Pru boss looks to pivotal deal

JUST over a year after his forerunner Mark Tucker failed to buy American International Group’s Asian business, Prudential boss Tidjane Thiam is ready for another bite of the cherry.

Tucker’s offer was turned down by AIG in late 2008 on valuation grounds. Thiam’s plan to raise £15bn through what would be a record-breaking share placing – the sum is equal to Prudential’s entire market capitalisation – underlines his determination to put together an offer AIG and its government owners will find difficult to refuse.

With 11m customers in Asia, Prudential has always played second fiddle to American International Assurance, whose client base is roughly double the size. AIA has $60bn (£39.3bn) under management in the region and was being prepped for a healthy-sized initial public offering (IPO) this month until Thiam rapped on the boardroom door.

It is understood plans to raise up to $20bn through a stockmarket listing are now on the backburner as talks between Prudential and AIG enter an advanced stage.

Prudential’s move, thought to have been made at the end of 2009, is a natural step for a company that already has its eyes fixed on the Far East. People familiar with the deal describe it as a “fantastic” opening.

Thiam wants to increase the proportion of new business profits Prudential generates from the region to 80 per cent by 2015 from 57 per cent now. Writing in January ahead of the World Economic Forum in Davos, Thiam described Asia’s rapid development as “a clear opportunity”.

“Today, every company with international ambitions knows that it needs a meaningful presence in Asia,” he said, adding Prudential’s future prosperity depended on approaching the Far East with “determination”.

From AIG’s point of view, a trade sale may now make more sense than an IPO. Preparations for the float began last year when Asian markets were in full flow, but conditions have cooled in 2010.

AIG remains fragile, notching up a quarterly loss of $8.9bn last Friday.
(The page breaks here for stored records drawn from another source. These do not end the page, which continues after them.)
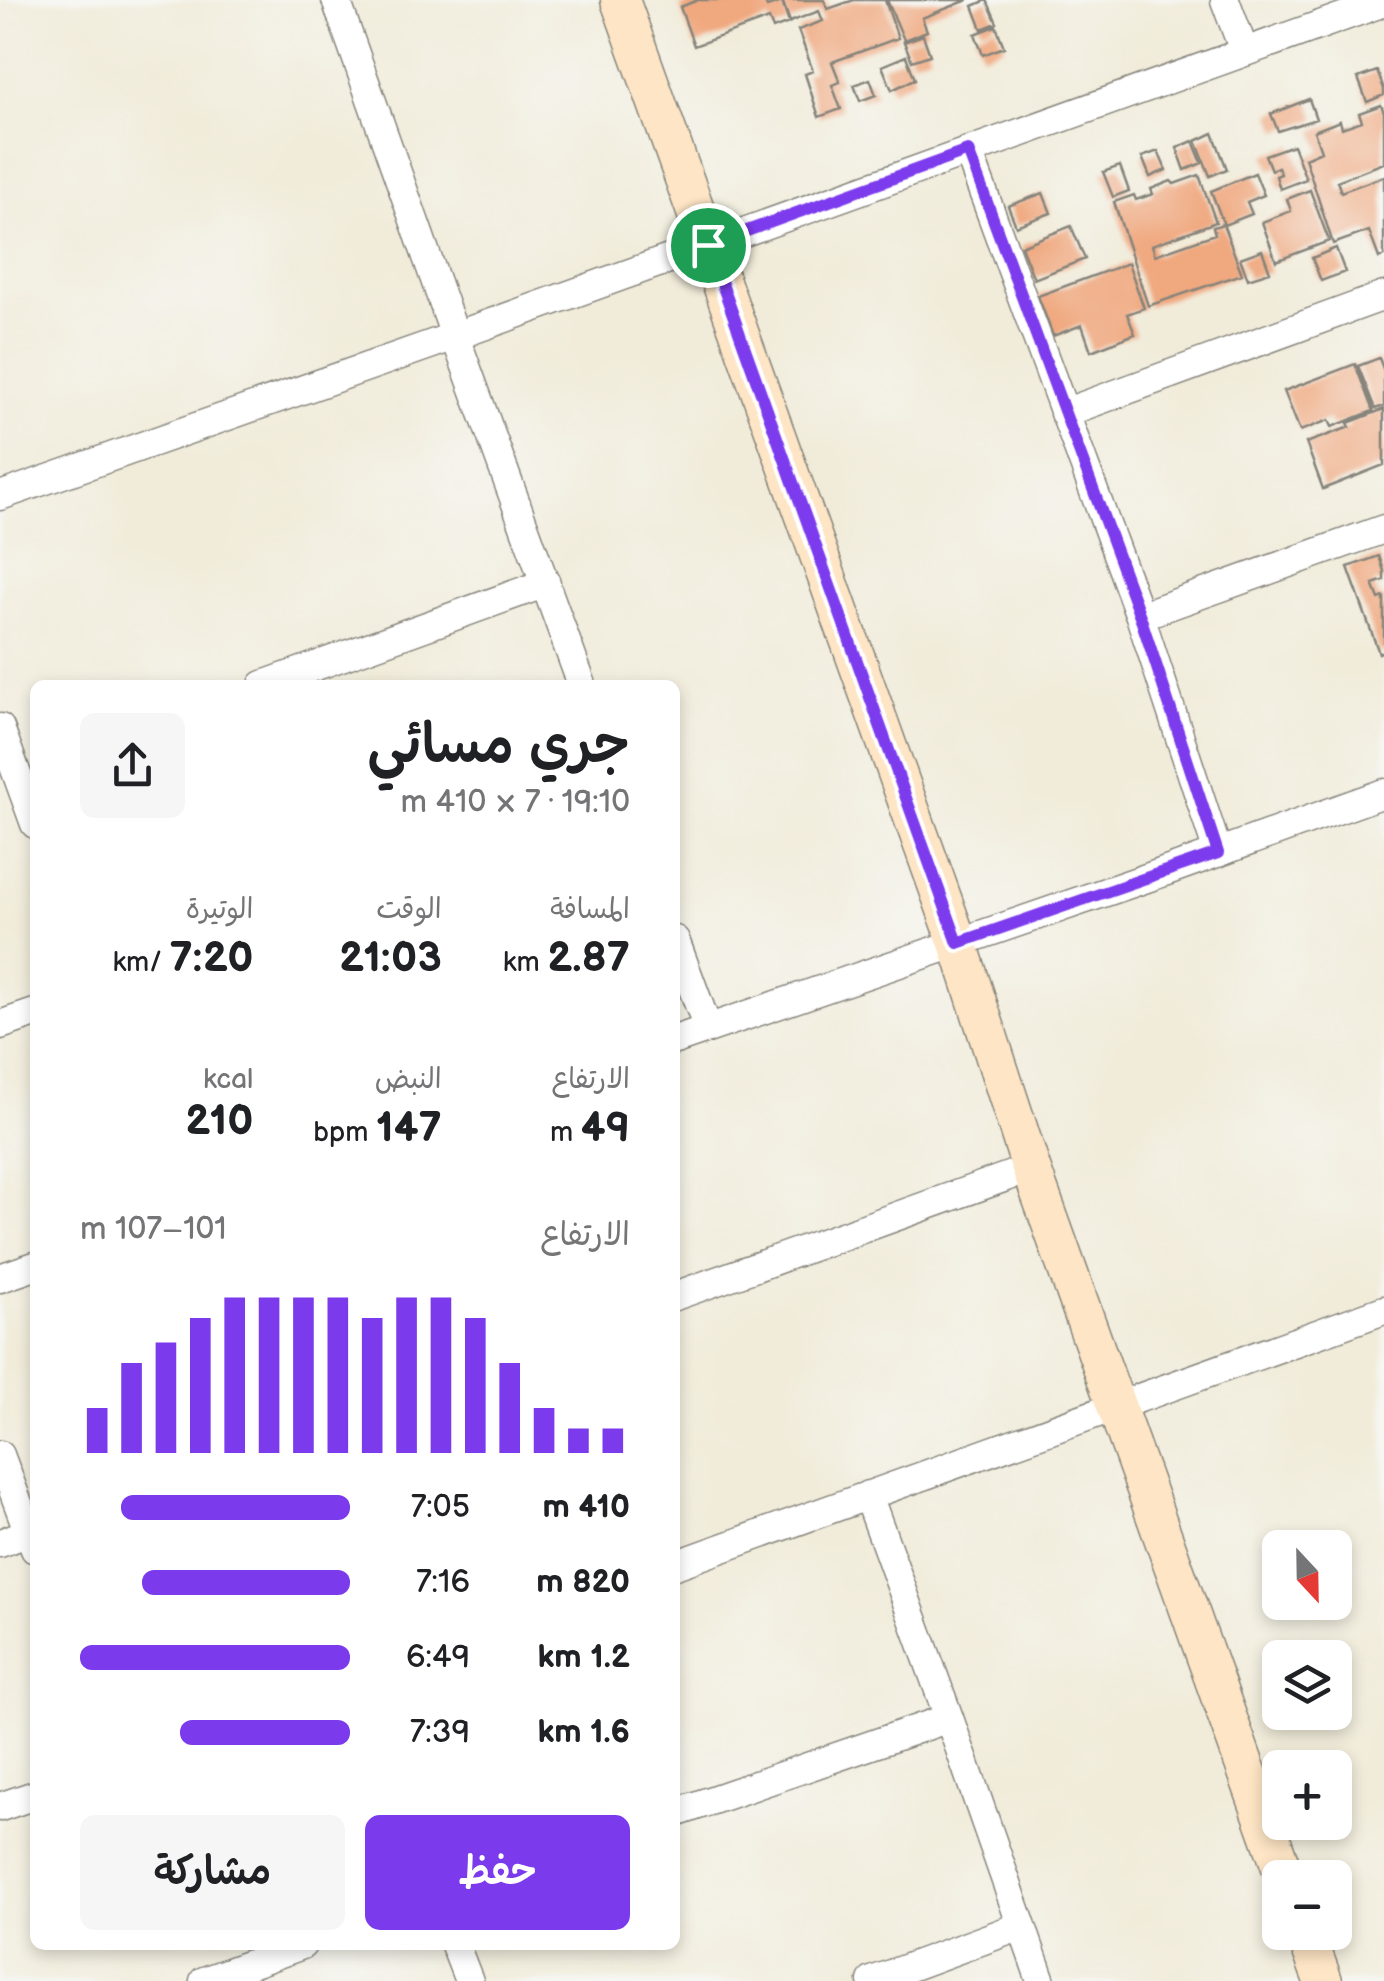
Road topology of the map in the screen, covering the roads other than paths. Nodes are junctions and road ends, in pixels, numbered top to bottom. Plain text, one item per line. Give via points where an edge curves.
1 (336, 0) edge
2 (620, 0) edge
3 (1225, 0) edge
4 (1384, 2) edge
5 (1244, 51) junction
6 (968, 151) junction
7 (708, 245) junction
8 (1384, 296) edge
9 (455, 336) junction
10 (1064, 413) junction
11 (0, 496) edge
12 (1384, 529) edge
13 (546, 583) junction
14 (1140, 616) junction
15 (277, 680) edge
16 (580, 680) edge
17 (0, 728) edge
18 (17, 774) edge
19 (1384, 792) edge
20 (30, 810) edge
21 (1218, 853) junction
22 (958, 943) junction
23 (680, 953) edge
24 (30, 1015) edge
25 (0, 1026) edge
26 (708, 1028) junction
27 (680, 1038) edge
28 (1030, 1168) junction
29 (30, 1268) edge
30 (0, 1278) edge
31 (680, 1294) edge
32 (1383, 1315) edge
33 (1116, 1407) junction
34 (0, 1455) edge
35 (868, 1495) junction
36 (30, 1530) edge
37 (30, 1538) edge
38 (0, 1543) edge
39 (680, 1563) edge
40 (949, 1718) junction
41 (30, 1797) edge
42 (0, 1807) edge
43 (680, 1811) edge
44 (1279, 1860) edge
45 (1020, 1926) junction
46 (288, 1950) edge
47 (457, 1950) edge
48 (1311, 1950) edge
49 (204, 1981) edge
50 (468, 1981) edge
51 (872, 1981) edge
52 (1040, 1981) edge
53 (1322, 1981) edge

1 - 9 street
2 - 7 street
3 - 5 street
4 - 5 street
5 - 6 street
6 - 7 street
6 - 10 street
7 - 9 street
7 - 22 street
8 - 10 street
9 - 11 street
9 - 13 street
10 - 14 street
12 - 14 street
13 - 15 street
13 - 16 street
14 - 21 street
17 - 18 street
18 - 20 street
19 - 21 street
21 - 22 street
22 - 26 street
22 - 28 street
23 - 26 street
24 - 25 street
26 - 27 street
28 - 31 street
28 - 33 street
29 - 30 street
32 - 33 street
33 - 35 street
33 - 44 street
34 - 36 street
35 - 39 street
35 - 40 street
37 - 38 street
40 - 43 street
40 - 45 street
41 - 42 street
45 - 51 street
45 - 52 street
46 - 49 street
47 - 50 street
48 - 53 street

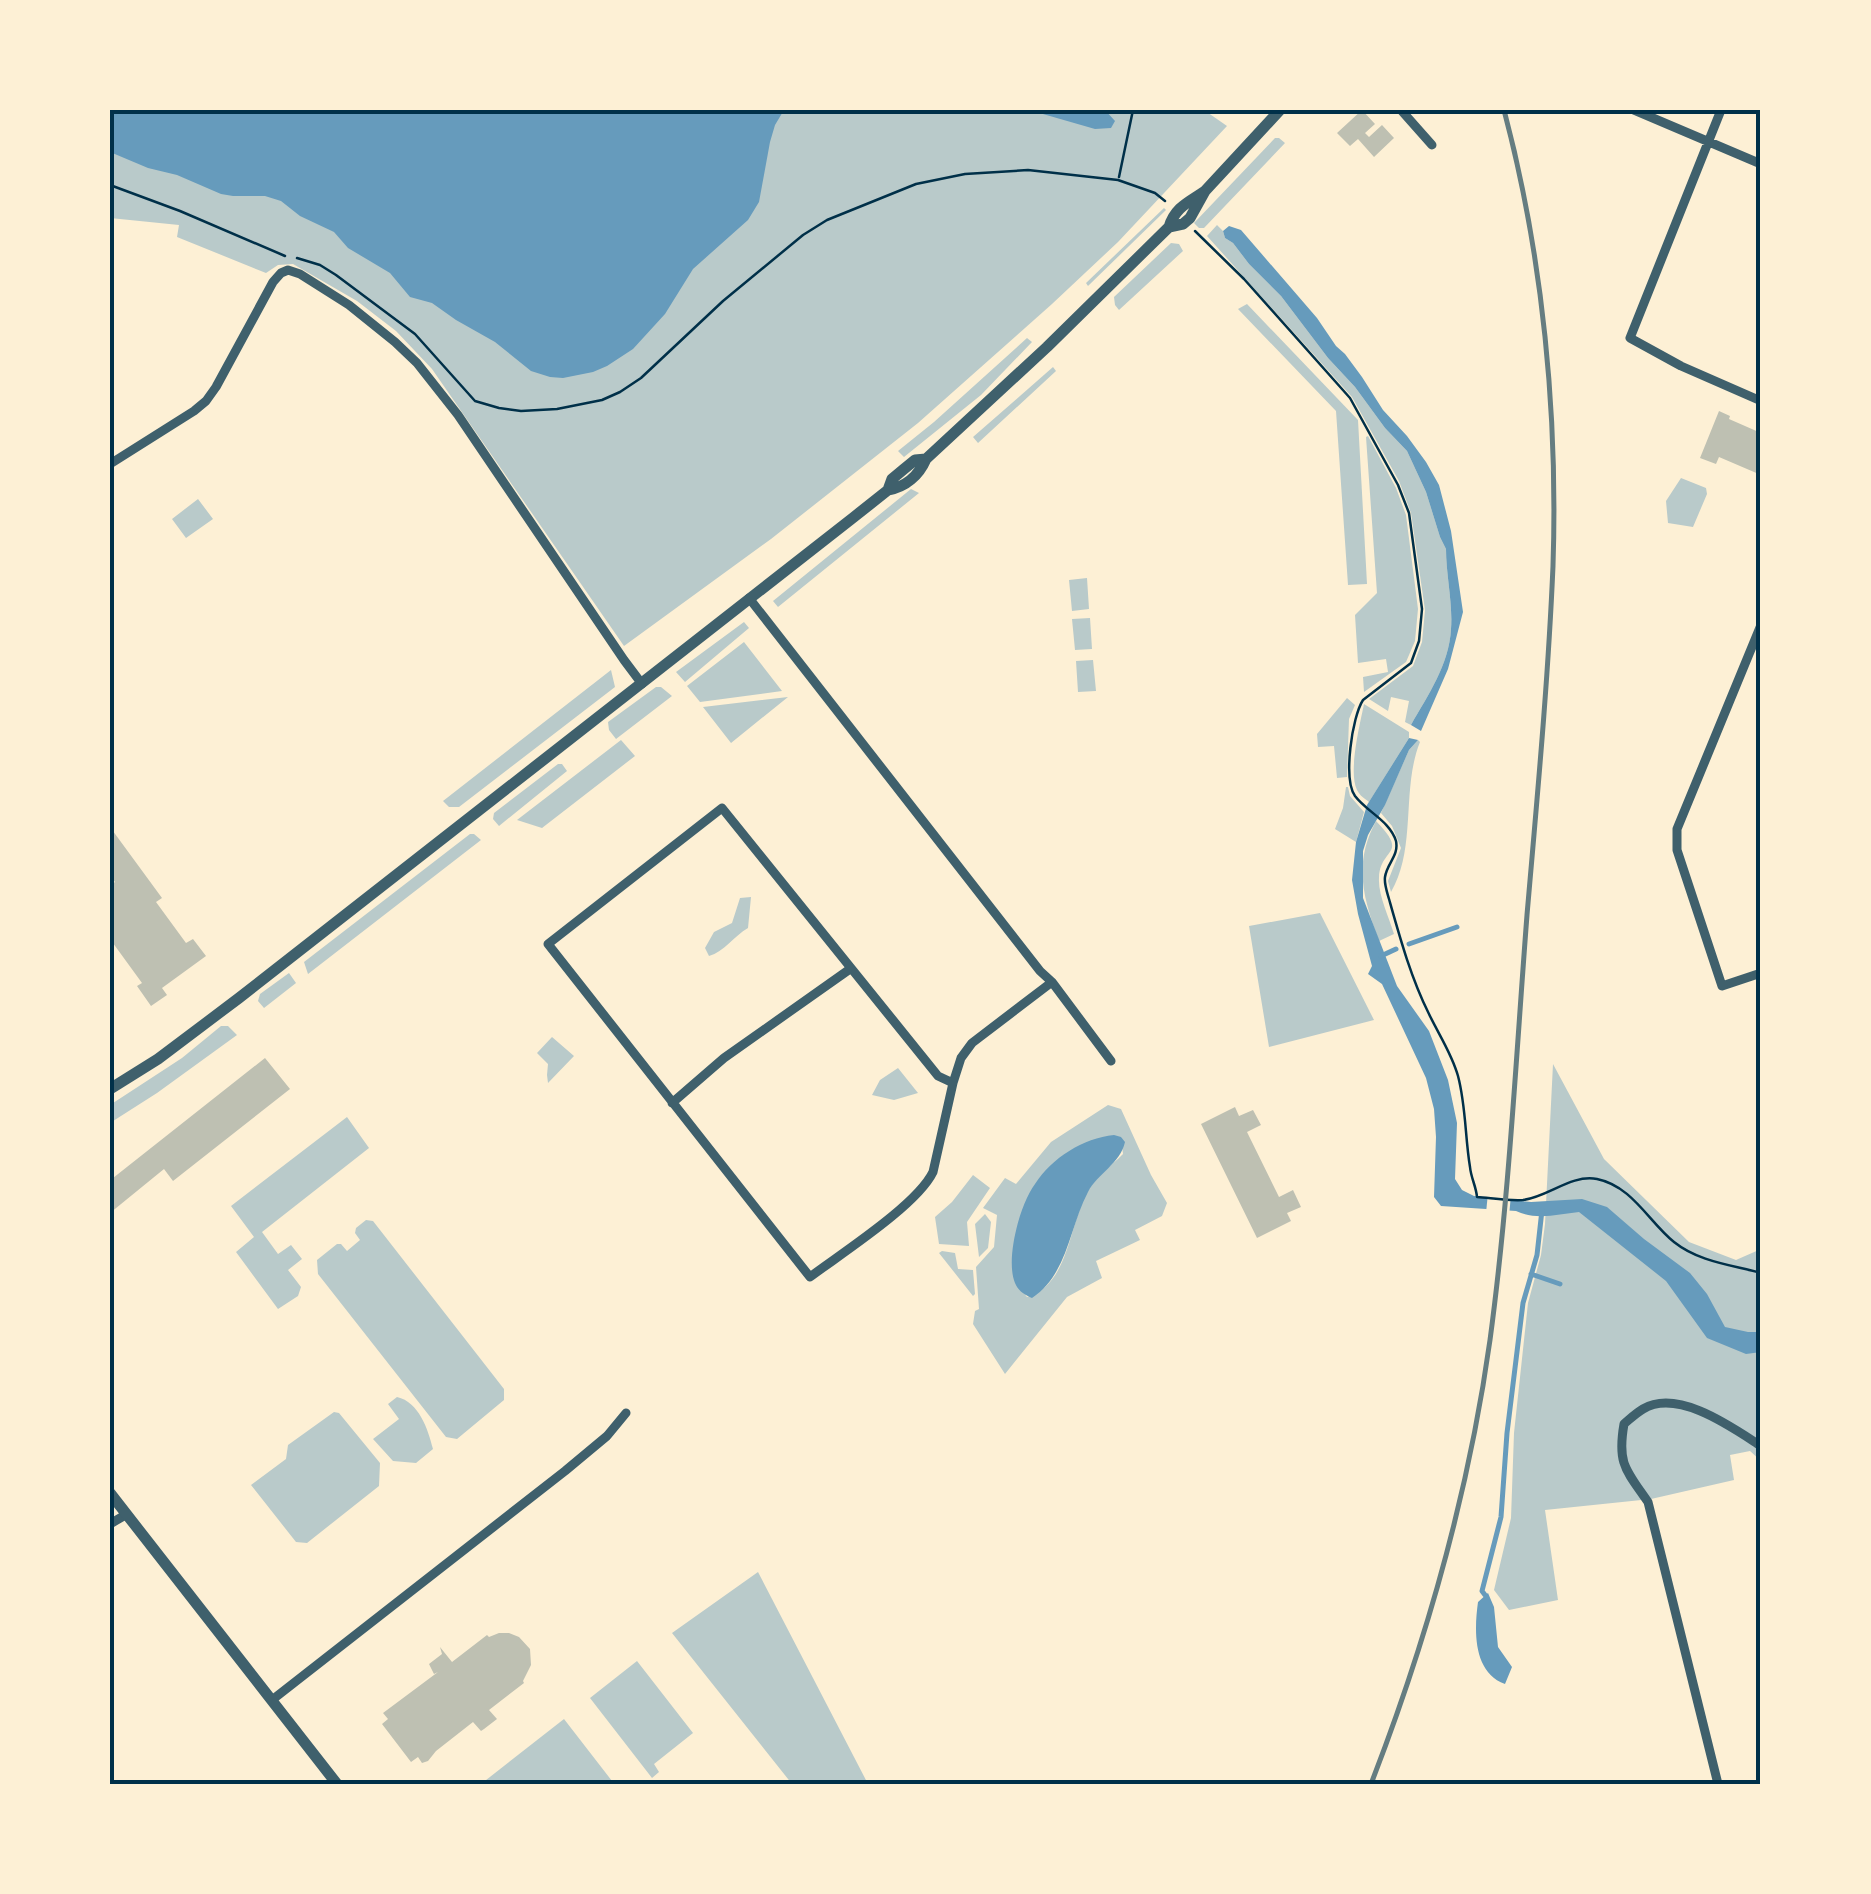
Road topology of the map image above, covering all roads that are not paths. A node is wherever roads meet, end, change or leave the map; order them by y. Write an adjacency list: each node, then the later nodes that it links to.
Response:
1 (1280, 110): 10 (street)
2 (1401, 110): 6 (street)
3 (1634, 110): 5 (street)
4 (1721, 110): 5 (street)
5 (1708, 141): 7 (street); 8 (street)
6 (1432, 145)
7 (1761, 164)
8 (1761, 400)
9 (110, 464): 12 (street)
10 (749, 598): 12 (street); 15 (street)
11 (1761, 626): 14 (street)
12 (642, 684): 18 (street)
13 (850, 969): 17 (street); 19 (street); 19 (street)
14 (1761, 974)
15 (1052, 982): 16 (street); 17 (street)
16 (1111, 1061)
17 (953, 1083): 19 (street)
18 (110, 1088)
19 (672, 1103)
20 (626, 1412): 25 (street)
21 (1761, 1446): 27 (street)
22 (110, 1493): 23 (street)
23 (127, 1514): 24 (street); 25 (street)
24 (110, 1524)
25 (272, 1700): 26 (street)
26 (337, 1784)
27 (1718, 1784)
The board and the government will be determined to get a good price.

INVESTMENT bankers were licking their chops at the prospect of a Hong Kong listing for American International Assurance.

Morgan Stanley and Deutsche Bank would have earned hundreds of millions of dollars as joint global coordinators for the flotation, with Blackstone advising on strategy and seven more banks running the books.

Prudential’s gatecrashing attempt will be similarly lucrative. Backed by JPMorgan, HSBC and Credit Suisse, with Lazard advising, the British firm will need underwriting for its mooted rights issue.

Financing will also be required to make up some of the £8bn gap between Prudential’s rights issue value and AIG’s asking price.